First, some basics, the standard way to load Snowflake data into Pandas:

import snowflake.connector
import pandas as pd

ctx = snowflake.connector.connect(
    user='YOUR_USER',
    password='YOUR_PASSWORD',
    account='YOUR_ACCOUNT'
)
query = "SELECT * FROM SNOWFLAKE_SAMPLE_DATA.TPCH_SF1.CUSTOMER"
pd.read_sql(query, ctx)

Snowflake recently introduced a much faster method for this operation, fetch_pandas_all(), and fetch_pandas_batches() which leverages Arrow.

cur = ctx.cursor()
cur.execute(query)
df = cur.fetch_pandas_all()

fetch_pandas_batches() returns an iterator, but since we’re going to focus on loading this into a distributed dataframe (pulling from multiple machines), we’re going to setup our query to shard the data, and use fetch_pandas_all() on our workers.

When to use Snowflake or Dask?

It can be very tempting to rip all the data out of Snowflake so that you can work with it in Dask. That definitely works, however Snowflake is going to be much faster at applying SQL-like operations to the data. Snowflake stores the data and has highly optimized routines to get every ounce of performance out of your query. These examples will pretend like we’re loading the entire data into Dask – in your case, you will probably have some SQL query, which performs the SQL-like transformations you care about, and you’ll be loading the result set into Dask, for the things that Dask is good at (possibly some types of feature engineering, and machine learning). Saturn Cloud has a native integration with Snowflake and Dask, and you can try out loading some data with our free trial here.

How does Dask load data?

You can think about a Dask dataframe as a giant Pandas dataframe, that has been chopped up an scattered across a bunch of computers. When we are loading data from Snowflake (assuming that the data is large), it’s not efficient to load all the data on one machine, and then scatter that out to your cluster. We are going to focus on having all machines in your Dask cluster load a partition (a small slice) of your data.

Data Clustering

We need a way to split the data into little partitions so that we can load it into the cluster. Data in SQL doesn’t necessarily have any natural ordering. You can’t just say that you’re going to throw the first 10k rows into one partition, and the second 10k rows into another partition. That partitioning has to be based on a column of the data. For example you can partition the data by a date field. Or you can create a row number by adding an identity column into your Snowflake table.
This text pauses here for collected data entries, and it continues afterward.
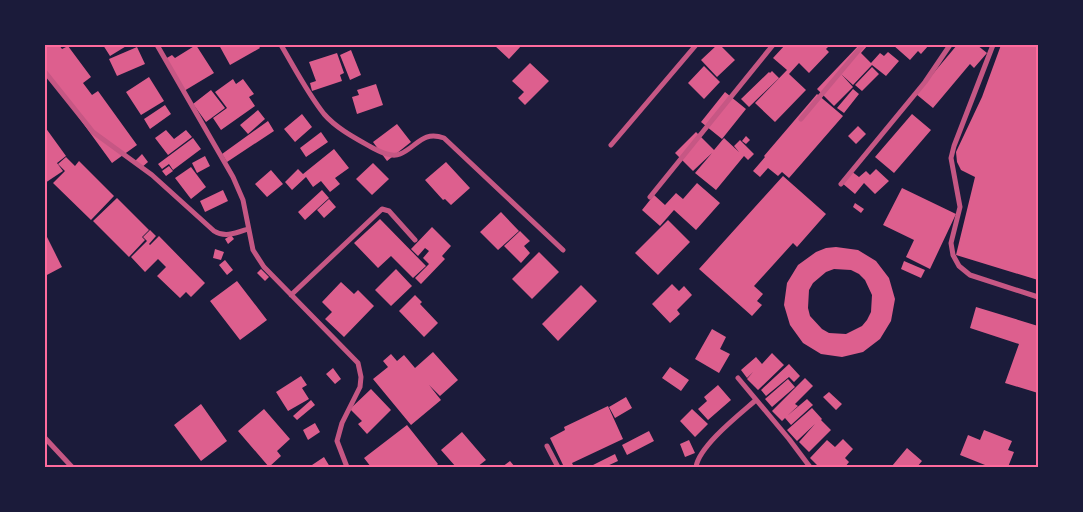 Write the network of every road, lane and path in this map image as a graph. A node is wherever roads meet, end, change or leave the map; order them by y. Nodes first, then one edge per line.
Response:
1 (157, 45) edge
2 (281, 45) edge
3 (696, 45) edge
4 (773, 45) edge
5 (863, 45) edge
6 (950, 45) edge
7 (993, 45) edge
8 (45, 72) edge
9 (801, 120) dead end
10 (611, 145) dead end
11 (841, 184) dead end
12 (650, 197) dead end
13 (248, 228) junction
14 (415, 240) dead end
15 (562, 250) dead end
16 (291, 294) junction
17 (1038, 297) edge
18 (738, 378) dead end
19 (756, 400) junction
20 (45, 438) edge
21 (547, 446) dead end
22 (72, 467) edge
23 (346, 467) edge
24 (558, 467) edge
25 (696, 467) edge
26 (810, 467) edge

1 - 13 street
2 - 15 street
3 - 10 street
4 - 12 street
5 - 9 street
6 - 11 street
7 - 17 street
8 - 13 street
13 - 16 street
14 - 16 street
16 - 23 street
18 - 19 street
19 - 25 street
19 - 26 street
20 - 22 street
21 - 24 street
Once you’ve decided what column you want to partition your data on, it’s important to setup data clustering on the snowflake side. Every single worker is going to ask for a small slice of the data. Something like:

select * from table where id < 20000 and id >= 10000

If you don’t setup data clustering, every single query is going to trigger a full table scan on the resulting database (I’m probably overstating the problem, but without data clustering, performance here can be quite bad).

Load it!

We aren’t going to use read_sql_table() from the dask library here. I prefer to have more control over how we load the data from Snowflake, and we want to call fetch_pandas_all(), which is a Snowflake specific function, and therefore not supported with read_sql_table().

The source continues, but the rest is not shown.